** Data provided follows **

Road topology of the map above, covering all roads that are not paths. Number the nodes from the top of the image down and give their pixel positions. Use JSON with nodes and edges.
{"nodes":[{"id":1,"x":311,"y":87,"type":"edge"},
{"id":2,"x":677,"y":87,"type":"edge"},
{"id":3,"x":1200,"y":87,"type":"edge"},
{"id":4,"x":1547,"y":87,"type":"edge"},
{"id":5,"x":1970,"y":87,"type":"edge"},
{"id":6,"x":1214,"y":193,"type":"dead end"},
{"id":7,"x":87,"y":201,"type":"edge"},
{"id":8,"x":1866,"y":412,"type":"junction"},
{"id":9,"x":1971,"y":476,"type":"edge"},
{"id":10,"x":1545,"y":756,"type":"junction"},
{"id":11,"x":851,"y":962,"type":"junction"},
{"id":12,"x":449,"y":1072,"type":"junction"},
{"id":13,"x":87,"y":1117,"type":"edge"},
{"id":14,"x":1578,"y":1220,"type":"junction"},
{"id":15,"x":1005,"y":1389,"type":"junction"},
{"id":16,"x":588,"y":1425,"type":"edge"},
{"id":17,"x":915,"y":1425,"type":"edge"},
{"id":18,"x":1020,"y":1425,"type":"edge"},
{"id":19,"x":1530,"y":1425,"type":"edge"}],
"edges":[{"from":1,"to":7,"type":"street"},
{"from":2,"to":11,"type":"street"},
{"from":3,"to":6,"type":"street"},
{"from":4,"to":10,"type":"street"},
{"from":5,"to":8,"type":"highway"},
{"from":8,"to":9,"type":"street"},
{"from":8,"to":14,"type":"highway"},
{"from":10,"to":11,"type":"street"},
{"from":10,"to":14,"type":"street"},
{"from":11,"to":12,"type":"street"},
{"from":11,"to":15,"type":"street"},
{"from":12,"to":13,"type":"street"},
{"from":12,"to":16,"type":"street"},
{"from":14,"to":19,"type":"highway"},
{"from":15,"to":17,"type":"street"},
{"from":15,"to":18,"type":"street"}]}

** End of Data provided **

_Work request_: Could you retype every record above exactly as written?

_Task response_:
Road topology of the map above, covering all roads that are not paths. Number the nodes from the top of the image down and give their pixel positions. Use JSON with nodes and edges.
{"nodes":[{"id":1,"x":311,"y":87,"type":"edge"},
{"id":2,"x":677,"y":87,"type":"edge"},
{"id":3,"x":1200,"y":87,"type":"edge"},
{"id":4,"x":1547,"y":87,"type":"edge"},
{"id":5,"x":1970,"y":87,"type":"edge"},
{"id":6,"x":1214,"y":193,"type":"dead end"},
{"id":7,"x":87,"y":201,"type":"edge"},
{"id":8,"x":1866,"y":412,"type":"junction"},
{"id":9,"x":1971,"y":476,"type":"edge"},
{"id":10,"x":1545,"y":756,"type":"junction"},
{"id":11,"x":851,"y":962,"type":"junction"},
{"id":12,"x":449,"y":1072,"type":"junction"},
{"id":13,"x":87,"y":1117,"type":"edge"},
{"id":14,"x":1578,"y":1220,"type":"junction"},
{"id":15,"x":1005,"y":1389,"type":"junction"},
{"id":16,"x":588,"y":1425,"type":"edge"},
{"id":17,"x":915,"y":1425,"type":"edge"},
{"id":18,"x":1020,"y":1425,"type":"edge"},
{"id":19,"x":1530,"y":1425,"type":"edge"}],
"edges":[{"from":1,"to":7,"type":"street"},
{"from":2,"to":11,"type":"street"},
{"from":3,"to":6,"type":"street"},
{"from":4,"to":10,"type":"street"},
{"from":5,"to":8,"type":"highway"},
{"from":8,"to":9,"type":"street"},
{"from":8,"to":14,"type":"highway"},
{"from":10,"to":11,"type":"street"},
{"from":10,"to":14,"type":"street"},
{"from":11,"to":12,"type":"street"},
{"from":11,"to":15,"type":"street"},
{"from":12,"to":13,"type":"street"},
{"from":12,"to":16,"type":"street"},
{"from":14,"to":19,"type":"highway"},
{"from":15,"to":17,"type":"street"},
{"from":15,"to":18,"type":"street"}]}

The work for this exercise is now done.